All of the data must be returned word for word.

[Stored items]
§ §

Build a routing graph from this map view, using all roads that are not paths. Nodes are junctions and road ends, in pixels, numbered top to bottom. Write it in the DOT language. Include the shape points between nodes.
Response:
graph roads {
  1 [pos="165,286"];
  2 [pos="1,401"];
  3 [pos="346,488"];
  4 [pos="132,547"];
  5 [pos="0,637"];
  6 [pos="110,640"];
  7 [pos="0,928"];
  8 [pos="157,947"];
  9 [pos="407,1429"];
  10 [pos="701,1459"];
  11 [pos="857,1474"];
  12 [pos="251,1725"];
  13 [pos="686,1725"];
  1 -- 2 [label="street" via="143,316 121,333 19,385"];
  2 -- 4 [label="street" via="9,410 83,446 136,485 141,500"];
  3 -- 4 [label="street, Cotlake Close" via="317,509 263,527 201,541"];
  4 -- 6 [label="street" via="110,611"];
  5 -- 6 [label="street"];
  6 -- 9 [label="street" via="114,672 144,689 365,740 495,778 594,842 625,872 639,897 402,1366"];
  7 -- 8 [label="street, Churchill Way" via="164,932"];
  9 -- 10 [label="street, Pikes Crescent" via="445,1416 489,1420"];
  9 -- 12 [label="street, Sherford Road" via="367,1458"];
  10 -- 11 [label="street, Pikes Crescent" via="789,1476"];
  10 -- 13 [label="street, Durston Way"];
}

§ §

- _TASK OUTPUT_
Build a routing graph from this map view, using all roads that are not paths. Nodes are junctions and road ends, in pixels, numbered top to bottom. Write it in the DOT language. Include the shape points between nodes.
Response:
graph roads {
  1 [pos="165,286"];
  2 [pos="1,401"];
  3 [pos="346,488"];
  4 [pos="132,547"];
  5 [pos="0,637"];
  6 [pos="110,640"];
  7 [pos="0,928"];
  8 [pos="157,947"];
  9 [pos="407,1429"];
  10 [pos="701,1459"];
  11 [pos="857,1474"];
  12 [pos="251,1725"];
  13 [pos="686,1725"];
  1 -- 2 [label="street" via="143,316 121,333 19,385"];
  2 -- 4 [label="street" via="9,410 83,446 136,485 141,500"];
  3 -- 4 [label="street, Cotlake Close" via="317,509 263,527 201,541"];
  4 -- 6 [label="street" via="110,611"];
  5 -- 6 [label="street"];
  6 -- 9 [label="street" via="114,672 144,689 365,740 495,778 594,842 625,872 639,897 402,1366"];
  7 -- 8 [label="street, Churchill Way" via="164,932"];
  9 -- 10 [label="street, Pikes Crescent" via="445,1416 489,1420"];
  9 -- 12 [label="street, Sherford Road" via="367,1458"];
  10 -- 11 [label="street, Pikes Crescent" via="789,1476"];
  10 -- 13 [label="street, Durston Way"];
}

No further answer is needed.